Review: Ocean breezes, sand beneath your feet, the calls of seagulls...You'll experience them all in "The Sea Keeper's Daughter."  It is also a story that will tug at your heart and keep you turning page after page.  Lisa Wingate paints a picture of the quaint seaside community of Manteo, North Carolina with precision and incorporates small details and characters from her previous novels in the "Carolina Chronicles" series.  The connection brings more of a real-life dimension to the plot, creating a community that past readers can relate to, but not hindering the experience for new readers.

I am a big fan of stories-within-stories when they are well-crafted.  The combination of present day and historical settings gives us the best of both worlds. "The Sea Keepers's Daughters" tells the tale of modern day restaurant owner, Whitney Monroe, and Alice Lorring, a writer during Franklin D. Roosevelt's presidency.  Lisa Wingate executes both stories in pleasing harmony, each with its own distinct conflicts, but merging into a cohesive story.

Alice's tale is told through a series of torn letters that Whitney finds hidden among family collections. The mending of Alice's letters coincides with Whitney's emotional healing and the improving relationship with her stepfather.  Like the letters, Whitney arrives to Roanoke Island damaged and torn, but finds healing through the island and its residents.
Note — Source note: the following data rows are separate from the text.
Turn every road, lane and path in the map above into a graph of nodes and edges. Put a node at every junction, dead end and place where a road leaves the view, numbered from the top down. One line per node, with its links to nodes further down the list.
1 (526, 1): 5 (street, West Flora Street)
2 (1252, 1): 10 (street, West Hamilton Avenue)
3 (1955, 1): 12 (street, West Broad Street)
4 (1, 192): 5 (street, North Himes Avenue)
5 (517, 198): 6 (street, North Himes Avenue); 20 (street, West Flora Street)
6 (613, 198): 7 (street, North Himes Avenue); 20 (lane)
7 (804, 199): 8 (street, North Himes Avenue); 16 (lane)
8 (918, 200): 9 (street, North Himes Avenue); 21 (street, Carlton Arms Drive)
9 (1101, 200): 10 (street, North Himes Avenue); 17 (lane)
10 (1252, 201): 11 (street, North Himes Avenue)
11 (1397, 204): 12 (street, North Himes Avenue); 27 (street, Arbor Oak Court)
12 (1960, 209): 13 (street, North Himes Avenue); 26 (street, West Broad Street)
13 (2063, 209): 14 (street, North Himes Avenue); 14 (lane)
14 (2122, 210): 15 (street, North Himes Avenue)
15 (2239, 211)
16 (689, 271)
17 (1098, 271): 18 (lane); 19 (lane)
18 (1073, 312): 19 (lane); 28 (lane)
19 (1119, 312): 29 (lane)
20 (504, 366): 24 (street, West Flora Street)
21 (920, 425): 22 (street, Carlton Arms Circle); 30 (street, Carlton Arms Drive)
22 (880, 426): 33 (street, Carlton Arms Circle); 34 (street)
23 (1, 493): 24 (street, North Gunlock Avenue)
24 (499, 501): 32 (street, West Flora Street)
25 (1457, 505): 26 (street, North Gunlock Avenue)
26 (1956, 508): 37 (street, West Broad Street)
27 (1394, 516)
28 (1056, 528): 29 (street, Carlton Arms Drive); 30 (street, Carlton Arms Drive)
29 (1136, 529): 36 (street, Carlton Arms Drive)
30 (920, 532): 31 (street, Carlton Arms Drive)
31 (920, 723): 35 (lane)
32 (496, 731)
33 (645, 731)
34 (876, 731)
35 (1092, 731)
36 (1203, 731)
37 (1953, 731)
Whitney and Alice have compelling stories, equally capable of holding readers' interest waiting to see how the conflicts resolve.  I enjoyed seeing the mountains of North Carolina through the eyes of Alice, and I found myself especially moved by the trials that she faced on her journey. The first person perspective of her letters makes her experiences feel more personal, while also providing a touch of family mystery.

The conclusion to "The Sea Keeper's Daughters" wraps up quite quickly. I wasn't ready for the end, and wanted even more details about Alice. Despite this, the final pages are heart-warming and bring the entire story together into an ideal summer read.

I received a complimentary copy of this book from Tyndale House Publishers through Net Galley. I was not required to write a positive review. The opinions expressed above are my own. I am disclosing this in accordance with the Federal Trade Commission’s 16 CFR, Part 255 “Guides Concerning the Use of Endorsements and Testimonials in Advertising

Summary from Tyndale: From modern-day Roanoke Island to the sweeping backdrop of North Carolina’s Blue Ridge Mountains and Roosevelt’s WPA folklore writers, past and present intertwine to create an unexpected destiny.

Restaurant owner Whitney Monroe is desperate to save her business from a hostile takeover. The inheritance of a decaying Gilded Age hotel on North Carolina’s Outer Banks may provide just the ray of hope she needs. But things at the Excelsior are more complicated than they seem. Whitney’s estranged stepfather is entrenched on the third floor, and the downstairs tenants are determined to save the historic building. Searching through years of stored family heirlooms may be Whitney’s only hope of quick cash, but will the discovery of an old necklace and a Depression-era love story change everything?